Building an Autonomous Vehicle
During the Spring 2014 semester, I had the opportunity to take Professor Valvano’s Real-Time Operating Systems class with some of my best friends in ECE at UT. We spent the first several labs developing a RTOS: implementing thread switching, cooperation between threads, a file system, and communication through CAN-USB.
The class itself and the initial projects were rewarding, but the capstone of the class was one of the most fun projects on which I’ve worked at UT. We built, programmed, and raced an autonomous robot against others in the class. A video can be found here.
We built the robot from the ground up, including:
- The motor circuitry
- The body of the robot
- The sensor configuration, connection, and communication
- The operating system
- The PID (Proportional, Integral, Differential) control system
After more than a month of development and testing, we raced against other teams in the class on a previously unknown track with numerous turns and pitfalls. A video can be found here. Though we did end up winning the competition, that is not what I remember most from the experience. Rather, I learned lessons that I will carry with me to future projects far after I forget the race itself.
First, A good team is everything.
A team of smart and hardworking students would not be enough — everyone in the class was smart and hardworking. An effective team needed people who knew different things than each other. Most importantly, everyone trusted others’ areas of expertise but knew enough to challenge each other on design decisions in a brainstorming effort.

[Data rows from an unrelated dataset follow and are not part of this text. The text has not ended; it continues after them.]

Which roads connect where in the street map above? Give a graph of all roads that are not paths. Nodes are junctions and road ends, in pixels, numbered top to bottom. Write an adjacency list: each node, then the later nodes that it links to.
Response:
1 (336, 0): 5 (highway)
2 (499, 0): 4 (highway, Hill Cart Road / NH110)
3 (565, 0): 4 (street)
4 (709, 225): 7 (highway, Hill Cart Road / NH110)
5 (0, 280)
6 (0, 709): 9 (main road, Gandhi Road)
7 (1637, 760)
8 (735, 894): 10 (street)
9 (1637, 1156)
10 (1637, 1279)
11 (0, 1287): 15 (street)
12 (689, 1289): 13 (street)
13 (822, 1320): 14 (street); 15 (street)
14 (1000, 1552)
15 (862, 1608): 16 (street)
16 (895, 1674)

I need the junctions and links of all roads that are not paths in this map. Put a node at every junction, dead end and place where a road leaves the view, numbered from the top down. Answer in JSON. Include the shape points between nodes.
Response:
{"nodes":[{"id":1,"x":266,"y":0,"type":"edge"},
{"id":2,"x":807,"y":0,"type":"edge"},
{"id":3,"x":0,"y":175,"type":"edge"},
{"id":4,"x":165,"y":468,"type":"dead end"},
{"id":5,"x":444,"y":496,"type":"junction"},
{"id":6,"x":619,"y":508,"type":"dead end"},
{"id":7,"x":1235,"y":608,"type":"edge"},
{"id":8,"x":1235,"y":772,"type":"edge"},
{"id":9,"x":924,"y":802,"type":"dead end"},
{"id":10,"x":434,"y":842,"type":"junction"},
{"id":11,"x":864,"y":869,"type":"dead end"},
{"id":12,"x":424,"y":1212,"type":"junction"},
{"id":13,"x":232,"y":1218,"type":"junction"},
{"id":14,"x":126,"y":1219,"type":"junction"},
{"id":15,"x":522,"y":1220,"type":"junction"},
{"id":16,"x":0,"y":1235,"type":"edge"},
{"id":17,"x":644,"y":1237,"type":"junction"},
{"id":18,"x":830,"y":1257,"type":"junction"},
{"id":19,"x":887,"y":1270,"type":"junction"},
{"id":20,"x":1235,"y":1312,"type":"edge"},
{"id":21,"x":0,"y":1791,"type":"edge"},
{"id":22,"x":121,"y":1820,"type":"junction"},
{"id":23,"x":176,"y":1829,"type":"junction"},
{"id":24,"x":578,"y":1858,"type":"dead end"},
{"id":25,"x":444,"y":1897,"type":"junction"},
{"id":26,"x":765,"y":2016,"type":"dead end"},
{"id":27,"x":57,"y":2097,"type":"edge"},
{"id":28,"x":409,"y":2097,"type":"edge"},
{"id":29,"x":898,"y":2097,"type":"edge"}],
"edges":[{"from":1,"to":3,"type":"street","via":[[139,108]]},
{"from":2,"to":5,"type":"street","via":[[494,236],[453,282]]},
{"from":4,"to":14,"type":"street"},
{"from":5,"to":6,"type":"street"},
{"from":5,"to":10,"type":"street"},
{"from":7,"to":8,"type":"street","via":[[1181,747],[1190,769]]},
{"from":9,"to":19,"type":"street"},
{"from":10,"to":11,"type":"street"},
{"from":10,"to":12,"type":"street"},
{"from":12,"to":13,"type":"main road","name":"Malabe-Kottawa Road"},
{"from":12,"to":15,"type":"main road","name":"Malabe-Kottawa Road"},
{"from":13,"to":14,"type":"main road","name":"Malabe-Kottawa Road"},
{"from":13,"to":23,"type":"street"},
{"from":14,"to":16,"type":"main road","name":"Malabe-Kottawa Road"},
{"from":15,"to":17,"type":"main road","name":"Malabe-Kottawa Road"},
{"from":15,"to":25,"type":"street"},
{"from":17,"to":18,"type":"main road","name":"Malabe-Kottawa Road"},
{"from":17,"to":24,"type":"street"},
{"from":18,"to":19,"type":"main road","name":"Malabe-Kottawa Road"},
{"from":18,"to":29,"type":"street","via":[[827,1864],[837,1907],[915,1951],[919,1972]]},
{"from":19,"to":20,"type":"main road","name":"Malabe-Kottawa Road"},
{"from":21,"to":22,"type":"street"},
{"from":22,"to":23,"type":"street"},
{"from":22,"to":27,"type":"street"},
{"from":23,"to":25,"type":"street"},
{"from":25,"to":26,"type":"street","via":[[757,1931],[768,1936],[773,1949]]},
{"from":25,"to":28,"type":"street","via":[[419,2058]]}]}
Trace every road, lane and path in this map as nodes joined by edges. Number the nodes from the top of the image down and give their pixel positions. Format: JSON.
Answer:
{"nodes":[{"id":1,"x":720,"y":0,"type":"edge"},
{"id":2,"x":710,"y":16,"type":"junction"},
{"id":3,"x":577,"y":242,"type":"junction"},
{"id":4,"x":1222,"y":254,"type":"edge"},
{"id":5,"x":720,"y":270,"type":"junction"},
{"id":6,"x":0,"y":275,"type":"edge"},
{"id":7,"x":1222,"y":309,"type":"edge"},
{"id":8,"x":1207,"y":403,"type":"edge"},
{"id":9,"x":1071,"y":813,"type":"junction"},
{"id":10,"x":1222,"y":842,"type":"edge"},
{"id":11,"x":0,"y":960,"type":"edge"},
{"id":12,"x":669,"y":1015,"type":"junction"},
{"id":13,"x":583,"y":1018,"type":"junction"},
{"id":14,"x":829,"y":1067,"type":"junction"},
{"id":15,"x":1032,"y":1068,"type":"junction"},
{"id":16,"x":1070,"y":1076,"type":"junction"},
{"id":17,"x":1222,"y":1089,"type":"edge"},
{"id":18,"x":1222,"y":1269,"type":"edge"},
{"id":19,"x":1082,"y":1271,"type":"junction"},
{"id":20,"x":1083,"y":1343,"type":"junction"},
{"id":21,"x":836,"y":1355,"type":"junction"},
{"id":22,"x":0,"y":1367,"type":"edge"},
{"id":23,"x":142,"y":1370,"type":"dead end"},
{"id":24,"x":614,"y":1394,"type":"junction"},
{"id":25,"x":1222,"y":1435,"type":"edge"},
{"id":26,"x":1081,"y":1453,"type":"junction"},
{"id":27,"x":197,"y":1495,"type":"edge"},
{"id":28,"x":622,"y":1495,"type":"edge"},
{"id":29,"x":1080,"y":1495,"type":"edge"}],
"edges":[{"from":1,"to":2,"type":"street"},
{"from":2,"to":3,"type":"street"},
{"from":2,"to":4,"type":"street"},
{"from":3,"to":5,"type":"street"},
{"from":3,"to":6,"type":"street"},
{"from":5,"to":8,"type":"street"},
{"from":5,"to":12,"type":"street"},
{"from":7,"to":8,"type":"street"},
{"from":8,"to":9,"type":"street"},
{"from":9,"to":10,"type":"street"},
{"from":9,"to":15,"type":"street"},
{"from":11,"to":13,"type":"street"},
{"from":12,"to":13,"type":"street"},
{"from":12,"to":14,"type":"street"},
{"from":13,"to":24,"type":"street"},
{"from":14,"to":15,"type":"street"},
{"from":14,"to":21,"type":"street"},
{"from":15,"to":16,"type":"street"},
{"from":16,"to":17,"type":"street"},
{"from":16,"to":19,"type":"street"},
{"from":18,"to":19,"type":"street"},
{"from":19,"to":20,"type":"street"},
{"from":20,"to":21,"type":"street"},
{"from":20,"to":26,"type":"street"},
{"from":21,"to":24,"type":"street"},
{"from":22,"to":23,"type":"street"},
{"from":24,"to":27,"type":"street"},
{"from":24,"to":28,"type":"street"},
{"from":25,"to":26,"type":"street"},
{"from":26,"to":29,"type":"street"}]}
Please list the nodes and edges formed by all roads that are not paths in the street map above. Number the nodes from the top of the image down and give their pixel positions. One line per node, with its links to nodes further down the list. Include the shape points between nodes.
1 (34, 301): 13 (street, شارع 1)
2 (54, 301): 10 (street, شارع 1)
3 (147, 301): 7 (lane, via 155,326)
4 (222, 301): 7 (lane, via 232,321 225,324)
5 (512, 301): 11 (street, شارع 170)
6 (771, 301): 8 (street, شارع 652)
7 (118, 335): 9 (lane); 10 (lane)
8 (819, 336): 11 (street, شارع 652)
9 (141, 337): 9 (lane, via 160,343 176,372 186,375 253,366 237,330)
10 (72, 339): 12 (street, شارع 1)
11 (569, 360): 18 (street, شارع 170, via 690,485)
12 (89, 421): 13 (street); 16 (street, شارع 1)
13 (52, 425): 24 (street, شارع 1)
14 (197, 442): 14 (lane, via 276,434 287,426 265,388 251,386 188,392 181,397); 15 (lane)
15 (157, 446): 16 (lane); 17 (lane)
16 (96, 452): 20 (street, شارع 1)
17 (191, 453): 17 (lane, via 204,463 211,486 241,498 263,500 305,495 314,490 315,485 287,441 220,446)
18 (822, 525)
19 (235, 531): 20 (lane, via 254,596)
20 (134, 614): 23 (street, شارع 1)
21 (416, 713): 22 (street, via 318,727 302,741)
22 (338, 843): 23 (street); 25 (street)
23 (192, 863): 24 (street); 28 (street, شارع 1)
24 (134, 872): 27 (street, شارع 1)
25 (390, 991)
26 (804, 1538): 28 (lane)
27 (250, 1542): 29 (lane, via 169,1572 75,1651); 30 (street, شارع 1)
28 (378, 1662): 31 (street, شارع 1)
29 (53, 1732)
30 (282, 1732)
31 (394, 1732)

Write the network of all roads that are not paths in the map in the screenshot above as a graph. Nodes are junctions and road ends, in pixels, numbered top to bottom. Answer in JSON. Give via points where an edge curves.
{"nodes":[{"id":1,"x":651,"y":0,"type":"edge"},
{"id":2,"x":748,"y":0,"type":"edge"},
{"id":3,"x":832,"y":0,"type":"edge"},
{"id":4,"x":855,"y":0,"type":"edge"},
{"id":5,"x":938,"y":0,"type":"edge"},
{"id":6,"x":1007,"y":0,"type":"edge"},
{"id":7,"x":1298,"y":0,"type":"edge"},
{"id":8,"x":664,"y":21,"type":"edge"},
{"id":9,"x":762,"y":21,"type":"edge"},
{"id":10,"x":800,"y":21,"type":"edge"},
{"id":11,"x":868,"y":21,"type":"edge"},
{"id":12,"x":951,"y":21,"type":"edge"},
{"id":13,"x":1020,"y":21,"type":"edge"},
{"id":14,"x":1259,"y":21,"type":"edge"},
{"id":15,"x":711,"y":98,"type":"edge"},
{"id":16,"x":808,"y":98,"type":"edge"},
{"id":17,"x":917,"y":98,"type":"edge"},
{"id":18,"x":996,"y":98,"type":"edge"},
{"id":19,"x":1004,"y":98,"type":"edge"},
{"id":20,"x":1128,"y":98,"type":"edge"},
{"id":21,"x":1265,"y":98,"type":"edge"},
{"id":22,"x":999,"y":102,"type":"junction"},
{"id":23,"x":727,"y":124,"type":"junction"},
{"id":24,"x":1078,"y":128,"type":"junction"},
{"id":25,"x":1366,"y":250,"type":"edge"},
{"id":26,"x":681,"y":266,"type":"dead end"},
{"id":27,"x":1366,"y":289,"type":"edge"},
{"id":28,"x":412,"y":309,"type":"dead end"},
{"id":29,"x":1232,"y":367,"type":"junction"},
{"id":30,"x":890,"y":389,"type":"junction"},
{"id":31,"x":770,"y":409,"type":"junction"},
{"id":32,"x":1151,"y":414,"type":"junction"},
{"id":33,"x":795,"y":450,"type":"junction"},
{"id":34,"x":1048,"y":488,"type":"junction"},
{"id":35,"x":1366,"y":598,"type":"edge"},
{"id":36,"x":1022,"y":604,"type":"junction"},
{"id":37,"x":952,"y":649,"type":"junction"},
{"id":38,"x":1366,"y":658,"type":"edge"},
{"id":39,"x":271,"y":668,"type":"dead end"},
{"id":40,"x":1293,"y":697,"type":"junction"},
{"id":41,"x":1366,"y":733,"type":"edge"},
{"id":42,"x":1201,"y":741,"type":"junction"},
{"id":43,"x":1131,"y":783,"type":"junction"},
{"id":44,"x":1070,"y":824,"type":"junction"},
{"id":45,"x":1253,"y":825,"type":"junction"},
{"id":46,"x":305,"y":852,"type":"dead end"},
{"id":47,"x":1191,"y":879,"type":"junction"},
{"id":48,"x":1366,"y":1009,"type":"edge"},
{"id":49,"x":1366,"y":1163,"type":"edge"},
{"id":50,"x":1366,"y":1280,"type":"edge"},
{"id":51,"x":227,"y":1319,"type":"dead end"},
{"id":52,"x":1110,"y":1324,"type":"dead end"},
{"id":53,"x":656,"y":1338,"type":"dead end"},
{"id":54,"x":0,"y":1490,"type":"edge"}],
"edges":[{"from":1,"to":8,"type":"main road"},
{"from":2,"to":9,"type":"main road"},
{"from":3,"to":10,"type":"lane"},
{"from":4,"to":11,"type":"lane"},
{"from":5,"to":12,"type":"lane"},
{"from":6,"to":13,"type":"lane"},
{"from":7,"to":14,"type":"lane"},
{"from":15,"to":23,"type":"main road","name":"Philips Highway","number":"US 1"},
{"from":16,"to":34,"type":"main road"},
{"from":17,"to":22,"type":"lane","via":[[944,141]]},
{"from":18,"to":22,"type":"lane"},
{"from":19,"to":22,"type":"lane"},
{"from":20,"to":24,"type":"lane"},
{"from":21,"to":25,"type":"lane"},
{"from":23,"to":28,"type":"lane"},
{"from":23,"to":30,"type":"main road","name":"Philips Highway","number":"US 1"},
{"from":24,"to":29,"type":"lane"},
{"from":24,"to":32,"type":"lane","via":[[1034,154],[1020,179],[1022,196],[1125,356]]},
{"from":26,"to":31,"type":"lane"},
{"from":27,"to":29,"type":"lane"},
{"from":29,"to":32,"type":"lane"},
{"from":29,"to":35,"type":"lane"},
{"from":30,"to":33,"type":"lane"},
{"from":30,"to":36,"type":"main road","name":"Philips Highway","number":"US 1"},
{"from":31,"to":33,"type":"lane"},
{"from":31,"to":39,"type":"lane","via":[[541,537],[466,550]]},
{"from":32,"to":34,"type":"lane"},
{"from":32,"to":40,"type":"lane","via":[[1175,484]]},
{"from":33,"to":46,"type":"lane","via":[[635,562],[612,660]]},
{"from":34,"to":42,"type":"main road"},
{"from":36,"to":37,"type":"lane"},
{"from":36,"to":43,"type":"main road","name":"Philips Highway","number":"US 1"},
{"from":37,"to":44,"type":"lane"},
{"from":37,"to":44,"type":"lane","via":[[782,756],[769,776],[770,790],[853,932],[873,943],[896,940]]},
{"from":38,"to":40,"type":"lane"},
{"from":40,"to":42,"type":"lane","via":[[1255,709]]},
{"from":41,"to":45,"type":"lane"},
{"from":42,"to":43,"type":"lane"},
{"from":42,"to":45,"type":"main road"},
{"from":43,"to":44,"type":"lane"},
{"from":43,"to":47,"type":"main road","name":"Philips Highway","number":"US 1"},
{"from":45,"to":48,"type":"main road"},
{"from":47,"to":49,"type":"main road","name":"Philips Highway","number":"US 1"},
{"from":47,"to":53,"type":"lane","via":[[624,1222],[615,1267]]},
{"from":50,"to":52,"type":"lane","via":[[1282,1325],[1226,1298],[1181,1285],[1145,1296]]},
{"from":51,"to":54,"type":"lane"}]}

The spread of the project — from motor circuitry to operating systems to control systems — was more than any one person could handle. The single most important success factor was that the team was composed of a circuit designer, a mechanical and circuit builder, a sensing and control systems engineer, and a perfectionist who outworked everyone in integrating and calibrating the machine. It helped that everyone liked each other and invested in the singular goal of making a great robot.
Second, In hardware, slow and steady wins the race. In software, fail fast and iterate.
We started out slow. While other teams had a working end-to-end robot as early as a week into the project, we spent several weeks building a robust chassis and neatly soldering the motor circuitry. Yes, we tried several designs, but then we spent the time and built a stable system. This investment meant we were initially behind other teams, but we more than made up the time later. While others struggled with fixing their hardware while simultaneously debugging their software, we could rely on our physical build.
On the other hand, we weren’t afraid to prototype and try many different code architectures, control system decisions, and calibration settings in software. Source control meant that we weren’t afraid of losing what was working well enough while we searched for something better. Our final design wasn’t our first, or even the hundredth. It was a continual process over several weeks to find the best configuration.
Third, hard work matters, but so does luck. So just have fun and make sure you learn something.
The teams that we saw in the lab every night of the month did well as a whole. The perfect concept cannot overcome a lack of execution time in building a complex system, but hard work can mask poor initial decisions. However, on any given day or race, the exact order is a matter of luck. For example, one of our motors fell off in a fluke at the end of the final qualification race. Luckily, we had already qualified for the finals. If the motor had fallen off even one race earlier or later, our outcome would have been far different.
Unfortunately, we had to dismantle our robot the day after the competition so that the parts could be salvaged and reused in future semesters. The dismantling provided one final lesson: Products don’t survive long, but lessons and memories do.